Retired police officer Arthur Hash who had been hired by Sheriff Thompson to pull the lever arrived by train and she came to collect him and drive him to the execution site.  At 4:20 am, the gallows was tested. At 5:29 am, Bethea was brought to the place of execution in a patrol car and was led to the gallows handcuffed between two deputies.  He stopped at the foot of the gallows and mumbled an inaudible prayer.  There were some shouts from the crowd of “Take him up.  Up on the scaffold where we can see him!  Let’s go.”

 

“I will die happy,” he said. “I have made my peace with God.”
At the foot of the gallows, Bethea said, “Let me take off my shoes. I want to put on a clean pair of socks.”  This he was allowed to do and put on a clean pair of silk socks.  Once on the platform he prayed with Rev. Herman J. Lammers, the Catholic priest who had baptized him in jail. The black hood was put over Bethea’s head and his hands strapped in front and legs strapped above and below the knee, as was standard practice.
Phil Hanna adjusted the noose around Bethea’s neck and gave the signal to Hash to pull the lever.  However, Hash was reportedly drunk and failed to notice.  “Do it now!” Hanna commanded sharply.
Bethea dropped 8 feet 6 inches through the trap, breaking his neck.  He was certified dead 16 ½ minutes later at 5.44 ½, by Doctors W. L. Tyler and B. H. Seigler.  Several spectators had managed to tear off parts of the black hood as souvenirs.
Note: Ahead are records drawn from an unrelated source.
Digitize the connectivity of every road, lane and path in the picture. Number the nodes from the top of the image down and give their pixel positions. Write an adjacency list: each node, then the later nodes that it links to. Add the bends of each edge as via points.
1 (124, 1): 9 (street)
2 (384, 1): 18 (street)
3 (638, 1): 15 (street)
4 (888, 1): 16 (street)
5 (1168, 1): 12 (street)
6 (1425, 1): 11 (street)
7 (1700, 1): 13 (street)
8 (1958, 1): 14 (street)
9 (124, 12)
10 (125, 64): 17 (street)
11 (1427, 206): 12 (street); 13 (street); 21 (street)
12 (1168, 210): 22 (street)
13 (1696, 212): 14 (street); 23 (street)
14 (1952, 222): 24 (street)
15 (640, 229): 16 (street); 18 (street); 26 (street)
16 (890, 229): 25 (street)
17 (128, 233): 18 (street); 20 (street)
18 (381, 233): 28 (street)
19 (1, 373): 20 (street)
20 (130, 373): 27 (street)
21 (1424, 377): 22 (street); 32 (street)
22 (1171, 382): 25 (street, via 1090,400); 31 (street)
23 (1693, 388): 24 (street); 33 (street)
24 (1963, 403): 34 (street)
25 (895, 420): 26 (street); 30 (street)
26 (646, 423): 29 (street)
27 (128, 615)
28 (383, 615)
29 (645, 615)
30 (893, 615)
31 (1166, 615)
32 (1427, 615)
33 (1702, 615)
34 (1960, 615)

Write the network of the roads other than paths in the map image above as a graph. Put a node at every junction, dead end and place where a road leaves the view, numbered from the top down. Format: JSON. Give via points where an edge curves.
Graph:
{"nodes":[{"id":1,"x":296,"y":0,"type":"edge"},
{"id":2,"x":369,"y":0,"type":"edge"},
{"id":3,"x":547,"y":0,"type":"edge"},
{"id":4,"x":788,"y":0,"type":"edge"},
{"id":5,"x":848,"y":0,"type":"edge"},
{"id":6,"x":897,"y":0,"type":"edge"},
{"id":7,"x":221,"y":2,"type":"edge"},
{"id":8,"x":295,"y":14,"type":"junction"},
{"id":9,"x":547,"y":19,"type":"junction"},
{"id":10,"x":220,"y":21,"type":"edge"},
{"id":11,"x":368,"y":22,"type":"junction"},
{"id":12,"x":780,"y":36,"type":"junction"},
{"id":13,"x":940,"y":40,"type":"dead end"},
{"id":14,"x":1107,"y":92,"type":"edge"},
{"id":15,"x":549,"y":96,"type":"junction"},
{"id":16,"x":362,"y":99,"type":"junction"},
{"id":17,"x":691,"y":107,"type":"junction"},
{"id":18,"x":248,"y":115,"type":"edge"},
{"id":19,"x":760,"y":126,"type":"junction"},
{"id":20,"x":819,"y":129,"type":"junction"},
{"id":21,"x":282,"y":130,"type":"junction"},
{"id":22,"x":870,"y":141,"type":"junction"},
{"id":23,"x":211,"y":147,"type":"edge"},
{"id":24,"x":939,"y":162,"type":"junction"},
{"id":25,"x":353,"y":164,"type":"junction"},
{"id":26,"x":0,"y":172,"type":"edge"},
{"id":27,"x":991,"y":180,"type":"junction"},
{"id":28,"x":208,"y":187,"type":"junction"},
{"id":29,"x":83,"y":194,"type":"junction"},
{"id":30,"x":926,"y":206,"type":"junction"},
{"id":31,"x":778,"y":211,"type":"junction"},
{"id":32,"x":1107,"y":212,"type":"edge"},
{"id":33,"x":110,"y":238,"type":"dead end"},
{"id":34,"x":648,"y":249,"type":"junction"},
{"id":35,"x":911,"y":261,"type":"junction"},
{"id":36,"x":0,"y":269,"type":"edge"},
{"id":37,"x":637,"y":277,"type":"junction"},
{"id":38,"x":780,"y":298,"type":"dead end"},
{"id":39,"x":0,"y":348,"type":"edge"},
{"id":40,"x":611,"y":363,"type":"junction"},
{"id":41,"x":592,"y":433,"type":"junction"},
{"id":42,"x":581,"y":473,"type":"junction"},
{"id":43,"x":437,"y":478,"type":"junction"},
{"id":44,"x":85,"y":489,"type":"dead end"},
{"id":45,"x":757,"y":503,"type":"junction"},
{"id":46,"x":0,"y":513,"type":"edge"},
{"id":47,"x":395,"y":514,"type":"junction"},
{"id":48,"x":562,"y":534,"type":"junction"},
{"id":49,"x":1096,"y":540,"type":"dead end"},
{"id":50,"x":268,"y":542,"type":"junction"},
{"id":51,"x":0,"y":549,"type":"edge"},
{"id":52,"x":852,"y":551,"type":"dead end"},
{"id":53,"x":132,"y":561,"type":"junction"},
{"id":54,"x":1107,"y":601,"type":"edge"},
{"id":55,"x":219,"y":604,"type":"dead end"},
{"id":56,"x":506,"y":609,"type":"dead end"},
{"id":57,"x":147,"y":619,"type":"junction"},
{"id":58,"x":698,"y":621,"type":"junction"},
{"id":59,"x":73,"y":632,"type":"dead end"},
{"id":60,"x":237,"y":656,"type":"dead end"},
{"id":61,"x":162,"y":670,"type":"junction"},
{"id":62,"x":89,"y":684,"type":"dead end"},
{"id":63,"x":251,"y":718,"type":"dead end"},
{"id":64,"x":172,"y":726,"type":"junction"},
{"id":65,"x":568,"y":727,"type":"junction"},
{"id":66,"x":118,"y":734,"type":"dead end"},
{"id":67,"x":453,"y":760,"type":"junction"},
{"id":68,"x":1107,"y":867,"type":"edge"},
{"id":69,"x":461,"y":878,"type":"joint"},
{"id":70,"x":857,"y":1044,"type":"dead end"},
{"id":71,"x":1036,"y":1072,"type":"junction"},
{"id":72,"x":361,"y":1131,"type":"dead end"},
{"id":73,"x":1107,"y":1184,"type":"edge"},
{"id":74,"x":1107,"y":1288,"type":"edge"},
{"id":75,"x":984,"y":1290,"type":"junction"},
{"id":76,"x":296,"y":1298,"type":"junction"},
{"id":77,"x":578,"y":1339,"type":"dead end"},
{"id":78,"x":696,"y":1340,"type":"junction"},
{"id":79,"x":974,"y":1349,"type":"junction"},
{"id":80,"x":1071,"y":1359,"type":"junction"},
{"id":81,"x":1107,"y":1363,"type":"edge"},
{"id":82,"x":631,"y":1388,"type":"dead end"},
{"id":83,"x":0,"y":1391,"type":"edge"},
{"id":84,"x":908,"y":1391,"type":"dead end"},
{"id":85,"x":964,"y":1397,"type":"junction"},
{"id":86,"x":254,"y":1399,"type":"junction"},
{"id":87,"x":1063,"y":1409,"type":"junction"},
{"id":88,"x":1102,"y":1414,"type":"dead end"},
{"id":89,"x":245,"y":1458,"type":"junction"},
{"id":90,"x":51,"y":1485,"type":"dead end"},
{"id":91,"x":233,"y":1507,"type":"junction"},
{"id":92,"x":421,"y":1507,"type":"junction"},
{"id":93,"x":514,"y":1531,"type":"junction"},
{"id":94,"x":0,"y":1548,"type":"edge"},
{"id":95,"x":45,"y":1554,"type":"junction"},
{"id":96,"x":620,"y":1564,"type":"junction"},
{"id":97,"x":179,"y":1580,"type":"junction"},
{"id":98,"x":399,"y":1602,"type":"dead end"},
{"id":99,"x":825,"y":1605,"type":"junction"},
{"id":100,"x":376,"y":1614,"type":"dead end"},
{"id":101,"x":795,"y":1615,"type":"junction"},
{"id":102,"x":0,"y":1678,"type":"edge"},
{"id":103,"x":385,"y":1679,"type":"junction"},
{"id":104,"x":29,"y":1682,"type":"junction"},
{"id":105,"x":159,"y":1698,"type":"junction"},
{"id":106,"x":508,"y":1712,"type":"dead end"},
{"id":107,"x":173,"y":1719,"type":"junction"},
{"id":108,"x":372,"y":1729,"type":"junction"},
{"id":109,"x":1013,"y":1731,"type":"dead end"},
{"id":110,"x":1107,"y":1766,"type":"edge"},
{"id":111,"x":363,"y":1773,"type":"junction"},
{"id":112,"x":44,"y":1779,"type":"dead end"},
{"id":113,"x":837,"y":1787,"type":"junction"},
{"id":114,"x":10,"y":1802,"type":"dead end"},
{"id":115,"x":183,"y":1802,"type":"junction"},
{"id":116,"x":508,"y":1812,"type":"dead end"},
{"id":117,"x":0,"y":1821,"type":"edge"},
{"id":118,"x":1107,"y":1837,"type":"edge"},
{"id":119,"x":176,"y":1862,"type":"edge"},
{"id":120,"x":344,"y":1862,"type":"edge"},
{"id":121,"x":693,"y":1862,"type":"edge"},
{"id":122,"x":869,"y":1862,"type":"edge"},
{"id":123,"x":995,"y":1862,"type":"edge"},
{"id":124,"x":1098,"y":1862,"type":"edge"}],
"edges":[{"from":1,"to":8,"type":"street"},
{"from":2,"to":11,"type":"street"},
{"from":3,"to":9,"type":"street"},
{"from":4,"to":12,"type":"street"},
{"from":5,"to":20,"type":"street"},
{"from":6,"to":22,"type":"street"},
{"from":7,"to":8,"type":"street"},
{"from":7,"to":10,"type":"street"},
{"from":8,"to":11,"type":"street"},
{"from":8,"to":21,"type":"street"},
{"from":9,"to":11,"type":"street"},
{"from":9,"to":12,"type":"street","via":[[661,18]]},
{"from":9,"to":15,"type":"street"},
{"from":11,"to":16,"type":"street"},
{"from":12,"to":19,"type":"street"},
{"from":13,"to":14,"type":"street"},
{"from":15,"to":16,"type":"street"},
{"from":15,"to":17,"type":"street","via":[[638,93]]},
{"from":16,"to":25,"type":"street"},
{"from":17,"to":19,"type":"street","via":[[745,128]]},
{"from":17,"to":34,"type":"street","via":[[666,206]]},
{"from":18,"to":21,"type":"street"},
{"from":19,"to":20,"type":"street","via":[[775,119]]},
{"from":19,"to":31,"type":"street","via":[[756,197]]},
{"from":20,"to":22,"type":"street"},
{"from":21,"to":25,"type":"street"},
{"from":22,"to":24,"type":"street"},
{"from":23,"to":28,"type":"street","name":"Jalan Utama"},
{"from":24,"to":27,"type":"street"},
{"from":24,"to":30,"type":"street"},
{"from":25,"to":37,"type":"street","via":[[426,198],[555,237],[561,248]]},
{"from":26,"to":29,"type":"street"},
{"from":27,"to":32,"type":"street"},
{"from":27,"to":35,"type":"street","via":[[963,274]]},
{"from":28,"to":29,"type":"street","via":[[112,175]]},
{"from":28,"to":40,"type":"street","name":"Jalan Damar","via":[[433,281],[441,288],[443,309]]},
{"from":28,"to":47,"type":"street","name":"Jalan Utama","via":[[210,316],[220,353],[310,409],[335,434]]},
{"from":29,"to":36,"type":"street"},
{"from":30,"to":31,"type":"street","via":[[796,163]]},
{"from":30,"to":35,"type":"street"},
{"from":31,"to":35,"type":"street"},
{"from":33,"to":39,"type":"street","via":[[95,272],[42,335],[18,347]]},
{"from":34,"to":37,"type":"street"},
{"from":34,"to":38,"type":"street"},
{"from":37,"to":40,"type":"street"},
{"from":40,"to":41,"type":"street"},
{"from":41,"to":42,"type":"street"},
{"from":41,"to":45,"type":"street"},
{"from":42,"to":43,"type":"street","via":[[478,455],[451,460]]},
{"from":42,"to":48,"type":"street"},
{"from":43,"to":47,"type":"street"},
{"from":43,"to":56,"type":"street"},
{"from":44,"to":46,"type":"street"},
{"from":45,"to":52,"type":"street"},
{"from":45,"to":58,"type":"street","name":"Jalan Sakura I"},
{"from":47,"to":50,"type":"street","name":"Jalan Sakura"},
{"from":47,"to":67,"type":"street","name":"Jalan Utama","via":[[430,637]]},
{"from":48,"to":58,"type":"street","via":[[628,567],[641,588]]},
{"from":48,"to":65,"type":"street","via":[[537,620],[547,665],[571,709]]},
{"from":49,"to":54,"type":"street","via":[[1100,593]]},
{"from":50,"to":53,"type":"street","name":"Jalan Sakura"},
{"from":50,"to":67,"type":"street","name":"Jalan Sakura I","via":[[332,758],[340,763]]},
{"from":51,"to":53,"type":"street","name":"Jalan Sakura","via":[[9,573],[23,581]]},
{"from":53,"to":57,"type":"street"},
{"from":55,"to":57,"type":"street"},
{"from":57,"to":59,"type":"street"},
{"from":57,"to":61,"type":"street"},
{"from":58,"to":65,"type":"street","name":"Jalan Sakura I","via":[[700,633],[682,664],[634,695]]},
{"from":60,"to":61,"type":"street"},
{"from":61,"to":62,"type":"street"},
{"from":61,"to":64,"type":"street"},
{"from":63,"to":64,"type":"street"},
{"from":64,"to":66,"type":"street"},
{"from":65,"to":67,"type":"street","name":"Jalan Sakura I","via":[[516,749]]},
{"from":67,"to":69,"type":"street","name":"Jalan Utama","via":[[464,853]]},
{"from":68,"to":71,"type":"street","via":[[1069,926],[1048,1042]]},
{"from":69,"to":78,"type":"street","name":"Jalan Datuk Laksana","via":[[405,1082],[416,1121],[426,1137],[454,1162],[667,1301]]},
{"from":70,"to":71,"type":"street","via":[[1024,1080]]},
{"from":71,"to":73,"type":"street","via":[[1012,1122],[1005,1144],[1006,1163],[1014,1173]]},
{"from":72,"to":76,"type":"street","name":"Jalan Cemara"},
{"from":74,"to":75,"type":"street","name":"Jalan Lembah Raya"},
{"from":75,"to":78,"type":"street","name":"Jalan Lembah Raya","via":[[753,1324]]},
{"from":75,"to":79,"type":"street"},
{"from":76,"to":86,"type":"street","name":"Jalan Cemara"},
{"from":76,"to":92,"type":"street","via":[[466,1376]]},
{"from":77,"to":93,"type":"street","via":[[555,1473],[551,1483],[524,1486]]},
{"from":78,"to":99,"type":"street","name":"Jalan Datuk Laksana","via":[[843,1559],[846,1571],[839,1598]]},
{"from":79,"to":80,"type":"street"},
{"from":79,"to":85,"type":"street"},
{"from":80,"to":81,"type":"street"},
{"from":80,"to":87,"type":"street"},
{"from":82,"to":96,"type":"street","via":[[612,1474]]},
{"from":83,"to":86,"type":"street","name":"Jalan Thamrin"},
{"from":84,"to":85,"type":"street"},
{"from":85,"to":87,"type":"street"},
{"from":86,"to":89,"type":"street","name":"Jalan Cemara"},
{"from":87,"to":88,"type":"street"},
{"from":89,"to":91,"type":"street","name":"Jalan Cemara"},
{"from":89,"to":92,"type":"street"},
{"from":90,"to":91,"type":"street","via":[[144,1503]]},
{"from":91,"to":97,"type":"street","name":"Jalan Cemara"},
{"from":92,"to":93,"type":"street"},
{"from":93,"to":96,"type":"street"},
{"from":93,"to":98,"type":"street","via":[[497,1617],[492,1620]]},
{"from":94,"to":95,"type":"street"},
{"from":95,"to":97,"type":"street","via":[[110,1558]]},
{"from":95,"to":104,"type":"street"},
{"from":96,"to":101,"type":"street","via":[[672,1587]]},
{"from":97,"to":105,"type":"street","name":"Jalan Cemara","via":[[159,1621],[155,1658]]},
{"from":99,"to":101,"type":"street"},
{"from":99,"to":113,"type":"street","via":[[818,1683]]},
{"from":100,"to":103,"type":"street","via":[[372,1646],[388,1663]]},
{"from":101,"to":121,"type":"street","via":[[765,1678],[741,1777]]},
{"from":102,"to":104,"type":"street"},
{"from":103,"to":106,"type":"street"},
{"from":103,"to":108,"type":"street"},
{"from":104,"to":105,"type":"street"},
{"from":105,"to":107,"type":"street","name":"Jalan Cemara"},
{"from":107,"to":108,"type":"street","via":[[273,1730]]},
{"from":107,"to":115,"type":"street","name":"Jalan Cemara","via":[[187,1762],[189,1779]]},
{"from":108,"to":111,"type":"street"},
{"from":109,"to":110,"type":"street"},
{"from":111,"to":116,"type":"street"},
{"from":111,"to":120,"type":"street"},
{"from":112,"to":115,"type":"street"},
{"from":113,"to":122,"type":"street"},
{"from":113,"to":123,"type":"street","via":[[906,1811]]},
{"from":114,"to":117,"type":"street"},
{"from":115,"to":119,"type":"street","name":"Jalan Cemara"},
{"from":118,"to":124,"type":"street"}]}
Bethea was buried in Potter’s Field in an unmarked grave.

 

A number of photos of this hanging remain.  Here they are in sequence: 1, 2, 3, 4, 5 and 6.

 

This, the last truly public hanging in the US, drew very bad press, with many editorials slamming it, principally because they felt that the crowds enjoyed it too much and denouncing “the carnival of sadism”.  Large numbers of people wrote indignant letters to the press, telling of their shame that such a thing would happen in Kentucky.